Now the Norwegian way of training is everywhere that people care about a way of training. In the New York Times, in the Olympics, in articles dissecting, and blogs and forums debating if it’s periodized or pyramidic, if the Norwegians test their fecal matter, their blood, their sweat. Do they go easy easy or hard hard or some combo or just on the line? Wasn’t there that speedskater too who wrote a whole thesis on his training methods? Oh, he was from Sweden? Details.

And through this all, the Norwegians look like they’re still having fun. I think. They look like they’re on a lark, at a training camp, but a camp that never ends, and they’re just out there making memories and stopping at gas stations and egging each other on and posting pictures of inside jokes about aerobars that are too tall. They look like they’re having real fun? Not just the kind of pretend fun people usually have on social media. But maybe I’m projecting. It’s easy to project onto the Norwegians.

Maybe this is the kind of champion you become when you’re from Norway, when no one cares what you do outside of your workouts. As long as you hit your lactate numbers, have all the fun you want. Maybe this is what happens when no one media trained you to not post videos eating pizza sitting on a track. (“If you are a world champion, like me, then you eat whatever you want.”) Or maybe it’s actually genius media training. I read that kids in Norway aren’t allowed to compete for medals until after the age of 13, that it’s about participation first. But kids aren’t stupid; they know who’s fastest. The Norwegians definitely know.

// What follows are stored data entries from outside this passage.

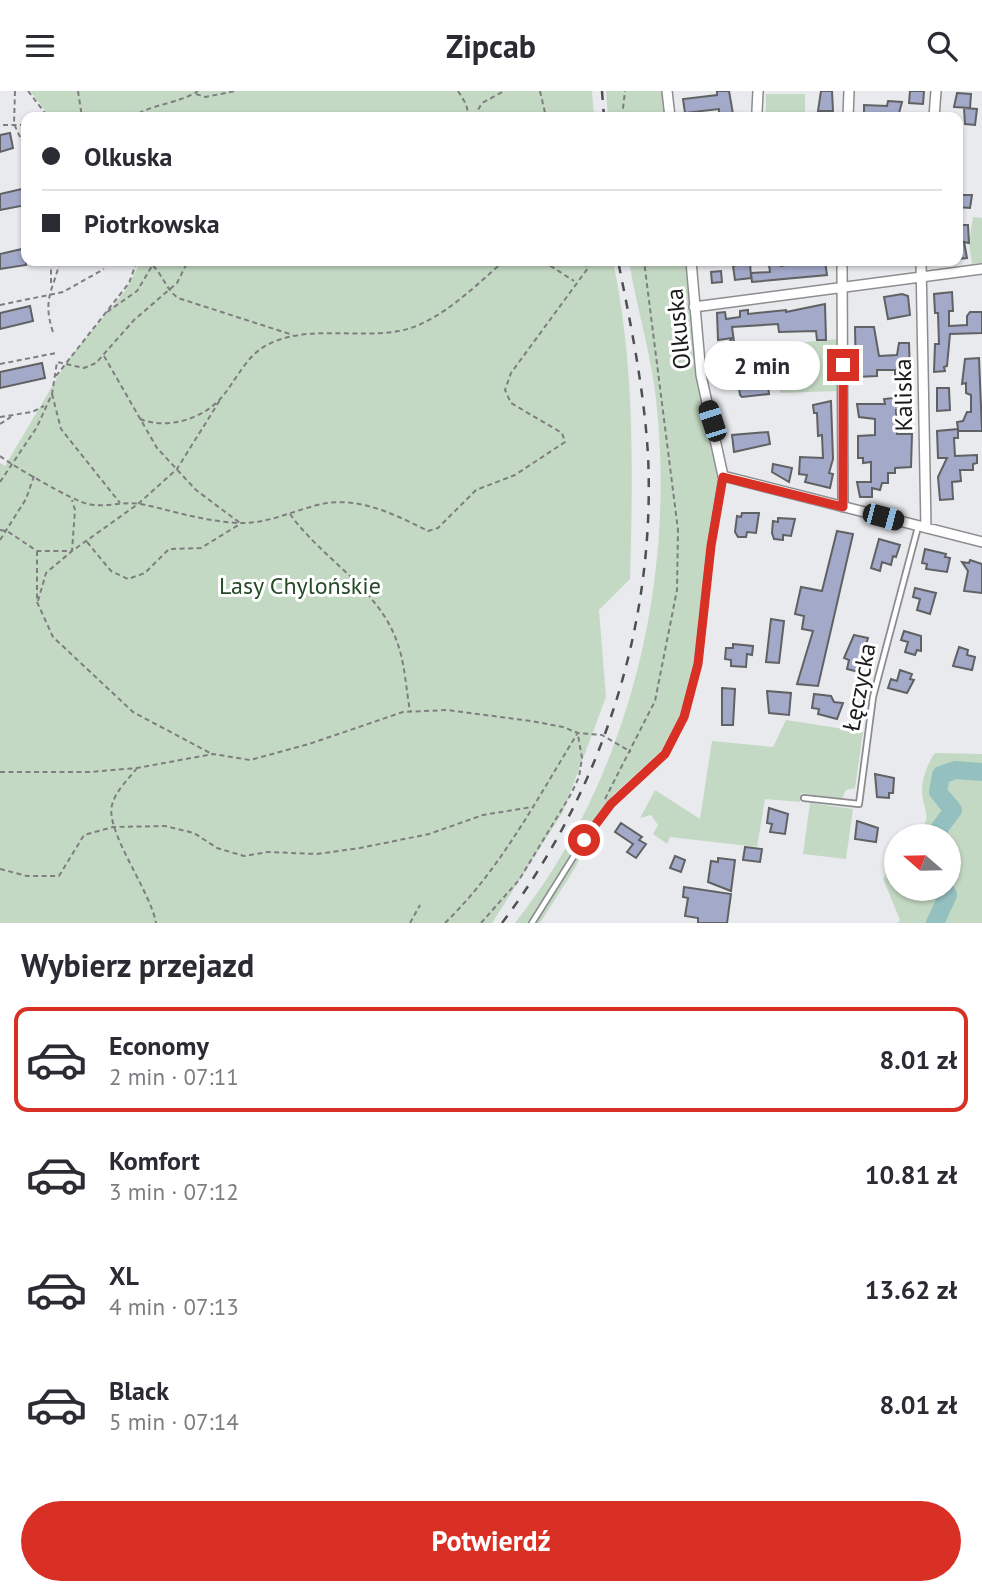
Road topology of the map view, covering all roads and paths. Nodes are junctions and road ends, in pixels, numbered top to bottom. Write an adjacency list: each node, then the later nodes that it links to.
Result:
1 (15, 91): 25 (path)
2 (78, 91): 16 (path)
3 (236, 91): 13 (path)
4 (458, 91): 18 (path)
5 (503, 91): 19 (path)
6 (540, 91): 20 (path)
7 (625, 91): 21 (path)
8 (667, 91): 22 (street)
9 (758, 91): 14 (street)
10 (849, 91): 23 (street)
11 (936, 91): 24 (street)
12 (30, 92): 15 (path)
13 (196, 92): 17 (path)
14 (757, 111)
15 (44, 112)
16 (81, 112)
17 (140, 112)
18 (468, 112)
19 (477, 112)
20 (545, 112)
21 (623, 112)
22 (669, 112)
23 (848, 112)
24 (934, 112)
25 (14, 124): 26 (path); 27 (path); 28 (path)
26 (3, 125)
27 (21, 125)
28 (21, 139)
29 (51, 266): 46 (path)
30 (58, 266): 46 (path)
31 (135, 266): 52 (path)
32 (152, 266): 52 (path)
33 (155, 266): 48 (path)
34 (186, 266): 48 (path)
35 (498, 266): 54 (path)
36 (551, 266): 45 (path)
37 (586, 266): 45 (path)
38 (645, 266): 90 (path)
39 (691, 266): 51 (street, Olkuska)
40 (842, 266): 47 (street)
41 (921, 266): 44 (street, Kaliska)
42 (104, 269): 49 (path)
43 (982, 269): 44 (street)
44 (920, 276): 47 (street); 79 (street, Kaliska)
45 (575, 281): 77 (path)
46 (51, 284): 49 (path)
47 (841, 286): 51 (street); 76 (street)
48 (167, 290): 54 (path); 56 (path)
49 (48, 294): 50 (path); 53 (path)
50 (0, 305)
51 (694, 307): 71 (street, Olkuska)
52 (103, 315): 57 (path)
53 (53, 332)
54 (294, 336): 61 (path)
55 (56, 353): 58 (path)
56 (104, 355): 57 (path); 65 (path)
57 (65, 362): 59 (path); 59 (path)
58 (0, 364)
59 (55, 379): 60 (path)
60 (52, 394): 62 (path); 75 (path)
61 (221, 399): 65 (path); 69 (path)
62 (44, 405): 63 (path); 68 (path)
63 (11, 416): 64 (path); 66 (path)
64 (0, 417)
65 (141, 419): 69 (path)
66 (0, 424)
67 (0, 456): 68 (path)
68 (15, 464): 70 (path); 72 (path)
69 (177, 469): 74 (path); 78 (path)
70 (34, 475): 73 (path); 81 (path)
71 (723, 477): 76 (street); 104 (lane, Olkuska)
72 (0, 482)
73 (72, 498): 75 (path); 86 (path)
74 (138, 503): 75 (path); 78 (path); 83 (path)
75 (121, 504)
76 (843, 507): 79 (street)
77 (290, 514): 78 (path); 88 (path)
78 (241, 524): 83 (path)
79 (922, 528): 84 (street); 94 (lane, Łęczycka)
80 (0, 530): 81 (path)
81 (7, 531): 82 (path); 85 (path)
82 (0, 540)
83 (86, 541): 86 (path)
84 (982, 543)
85 (37, 551): 86 (path); 87 (path)
86 (72, 551): 87 (path)
87 (37, 601): 91 (path)
88 (410, 712): 89 (path); 91 (path)
89 (578, 733): 90 (path); 96 (path); 103 (path)
90 (631, 751): 95 (path)
91 (213, 754): 92 (path)
92 (138, 768): 93 (path); 97 (path)
93 (0, 772)
94 (804, 798)
95 (604, 800)
96 (532, 807): 97 (path); 102 (path)
97 (113, 827): 98 (path); 100 (path)
98 (0, 869)
99 (420, 905): 101 (path)
100 (156, 923)
101 (410, 923)
102 (445, 923)
103 (481, 923)
104 (532, 923)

Or else I’m wrong, projecting, filling in sketches with details imagined and exaggerated. Maybe the Norwegians aren’t really as direct and straightforward, as self-effacing and down-to-earth as they seem in English. Maybe something gets lost in translation or in the game of telephone triathletes play, relaying details passed on and on and on. I hear the Norwegians are ready to step into the limelight. I hear they’ve come a long way from Bergen. I hear they’re quietly confident, ready to go, no, they’re too ready, they’re overly confident, they’ve lost the fire, did you see that one video, did you hear the workouts they do, did you look at their Strava. I heard they do 7×10-minutes at threshold with 1 minute rest. OK, I made that up, but it sounds right, right?

I hear the Norwegians had a cold, but they’re really very nearly better now. They’re at 90% already, they’ll be 100% by race day, don’t worry, I hear. They have a plan. Winning is a choice.